The project

Safe stewardship, preservation and unified access to heterogeneous scientific datasets in the environmental domain.

This project aims at providing the scientific community with an integrated, cost-efficient and sustainable infrastructure following established standards for data documentation, archiving, search and exchange. The main emphasis is on coordination of efforts and requirements, enhancing interoperability and user interfaces to existing facilities, as well as development of toolboxes for data documentation in order to reduce technical and governance obstacles. The infrastructure must provide online access to data and facilitate long term preservation, in order to maximise the benefit of public funds invested in the datasets. The intention is to link existing institutional and discipline specific systems to promote science regardless of geographical and institutional location. The proposed approach is to further develop the idea of the DOKIPY system, to include more catalogues at each institution, to augment it with user support tools and online data access at all nodes, eventually establishing a unified catalogue for multidisciplinary climate and environmental scientific data. The proposal is not intentionally discipline specific, but in order to show the benefit of synchronised catalogues across institutions and disciplines a stepwise approach is suggested, where potential integration with other disciplines (e.g. human sciences, life sciences etc) is delayed until an acceptable level of interoperability has been achieved for climate and environmental data.
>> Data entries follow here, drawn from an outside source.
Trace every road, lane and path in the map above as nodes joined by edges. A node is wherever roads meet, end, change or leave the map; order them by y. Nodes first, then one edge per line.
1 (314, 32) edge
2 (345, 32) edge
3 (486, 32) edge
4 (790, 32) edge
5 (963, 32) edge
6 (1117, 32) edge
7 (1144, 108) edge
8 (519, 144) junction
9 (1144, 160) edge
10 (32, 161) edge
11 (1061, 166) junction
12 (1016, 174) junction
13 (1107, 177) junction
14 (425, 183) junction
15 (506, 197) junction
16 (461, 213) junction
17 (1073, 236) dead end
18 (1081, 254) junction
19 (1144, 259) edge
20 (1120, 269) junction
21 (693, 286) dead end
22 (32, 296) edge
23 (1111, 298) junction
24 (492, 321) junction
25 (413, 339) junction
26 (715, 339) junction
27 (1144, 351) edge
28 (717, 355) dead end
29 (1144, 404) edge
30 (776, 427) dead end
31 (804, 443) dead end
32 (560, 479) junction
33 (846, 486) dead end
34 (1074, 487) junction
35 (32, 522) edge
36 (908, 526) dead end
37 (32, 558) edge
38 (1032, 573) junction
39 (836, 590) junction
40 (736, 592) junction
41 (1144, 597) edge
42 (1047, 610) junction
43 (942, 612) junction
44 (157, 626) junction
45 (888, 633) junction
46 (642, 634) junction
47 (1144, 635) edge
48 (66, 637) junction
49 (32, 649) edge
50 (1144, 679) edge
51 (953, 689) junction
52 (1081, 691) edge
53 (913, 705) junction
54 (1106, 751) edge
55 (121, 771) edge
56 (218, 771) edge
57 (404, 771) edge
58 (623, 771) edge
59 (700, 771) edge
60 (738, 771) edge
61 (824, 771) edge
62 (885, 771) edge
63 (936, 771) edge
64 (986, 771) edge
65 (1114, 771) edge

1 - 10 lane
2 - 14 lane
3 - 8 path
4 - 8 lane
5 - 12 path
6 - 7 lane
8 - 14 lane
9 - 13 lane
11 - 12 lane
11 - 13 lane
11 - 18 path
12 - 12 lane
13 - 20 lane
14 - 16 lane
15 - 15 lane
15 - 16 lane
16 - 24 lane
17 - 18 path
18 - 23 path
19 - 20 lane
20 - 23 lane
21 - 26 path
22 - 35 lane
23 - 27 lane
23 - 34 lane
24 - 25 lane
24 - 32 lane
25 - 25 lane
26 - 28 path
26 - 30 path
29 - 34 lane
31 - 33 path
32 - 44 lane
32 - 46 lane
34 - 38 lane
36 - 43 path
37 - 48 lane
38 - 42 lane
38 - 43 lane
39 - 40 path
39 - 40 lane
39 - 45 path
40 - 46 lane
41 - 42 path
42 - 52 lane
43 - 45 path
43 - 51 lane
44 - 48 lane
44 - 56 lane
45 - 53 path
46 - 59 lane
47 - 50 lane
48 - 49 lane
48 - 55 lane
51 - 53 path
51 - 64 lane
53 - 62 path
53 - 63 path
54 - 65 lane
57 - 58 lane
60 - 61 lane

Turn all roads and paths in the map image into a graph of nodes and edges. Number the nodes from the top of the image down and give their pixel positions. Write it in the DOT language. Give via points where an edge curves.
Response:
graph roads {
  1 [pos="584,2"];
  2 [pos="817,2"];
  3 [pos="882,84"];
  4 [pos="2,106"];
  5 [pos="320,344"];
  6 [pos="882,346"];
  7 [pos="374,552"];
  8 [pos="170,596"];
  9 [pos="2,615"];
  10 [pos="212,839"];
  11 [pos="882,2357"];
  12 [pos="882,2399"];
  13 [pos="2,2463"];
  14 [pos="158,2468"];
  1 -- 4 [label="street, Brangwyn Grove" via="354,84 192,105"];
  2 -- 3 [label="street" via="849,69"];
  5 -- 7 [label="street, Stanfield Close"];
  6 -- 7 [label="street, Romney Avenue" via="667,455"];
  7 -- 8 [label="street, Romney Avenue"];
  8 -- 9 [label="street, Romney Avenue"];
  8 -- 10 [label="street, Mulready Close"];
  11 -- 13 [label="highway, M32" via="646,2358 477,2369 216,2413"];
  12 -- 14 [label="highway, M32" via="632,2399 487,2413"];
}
The following objectives have been identified:

  1. Development of a sustainable governance structure
    1. Promote and support the interdisciplinary ADC Polar Metadata Profile universally – also outside of the Polar Regions – to link scientists across disciplines and nations.
    2. Promote international accreditation of the participating data centres.
    3. Assess funding models to ensure a sustainable interdisciplinary scientific infrastructure.
    4. Coordinate requests for NorStore functionality from the climate and environmental data community.
  2. Implementation and maintenance of distributed heterogeneous data management
    1. Maintain the infrastructure for data management developed during IPY to support projects and scientists and renew it towards international data management efforts, emphasising the semantic brokering required to promote interdisciplinary science.
    2. Extend the data management infrastructure from the IPY to more catalogues hosted by the participating institutions in order to establish a unified catalogue.
    3. Maintain, improve and further standardize data set documentation to help data filtering and long term stewardship of heterogeneous datasets.
    4. Development of tools for data providers simplifying data documentation and submission, with emphasis on discovery and use metadata generation using international standards.
    5. Standardise the internal interfaces between data centres in order to effectively support a cost effective unified view of process oriented data.
    6. Provide direct, online access to datasets, in accordance with the usage or distribution constraints described in the metadata of each dataset.
    7. Provide users with best practises, guides and tools for proper use of data and information infrastructures.
  3. Long term preservation of datasets
    1. Provide permanent, unified access to preserved datasets. (Actual data storage must be handled by existing and emerging systems external to this project, at the host institutions and elsewhere.)
    2. Development of data preservation guidelines for data centres and data producers (scientists), including usage of unique, persistent and citable identifiers.
    3. Identify potential higher order services that are useful and needed by scientists to minimise technical obstacles encountered in scientific work.
    4. Develop and implement higher order services.
Outline of NorDataNet integrations with data repositories. Not all are fully integrated.

 

The Norwegian Scientific Data Network (NorDataNet) is a distributed infrastructure where existing systems are linked using index metadata to constitute a virtual infrastructure. The initial outline is shown in the figure below. This is neither a new infrastructure, nor a hardware proposal. It is an adaptation of existing systems intended to provide the end user with seamless search and retrieval of data relevant to their scientific work. Most of the tasks can be undertaken with very modest investments in hardware. The most costly hardware element is the long term preservation of datasets which is largely covered already by allocated funding for the NorStore archive for “homeless datasets”.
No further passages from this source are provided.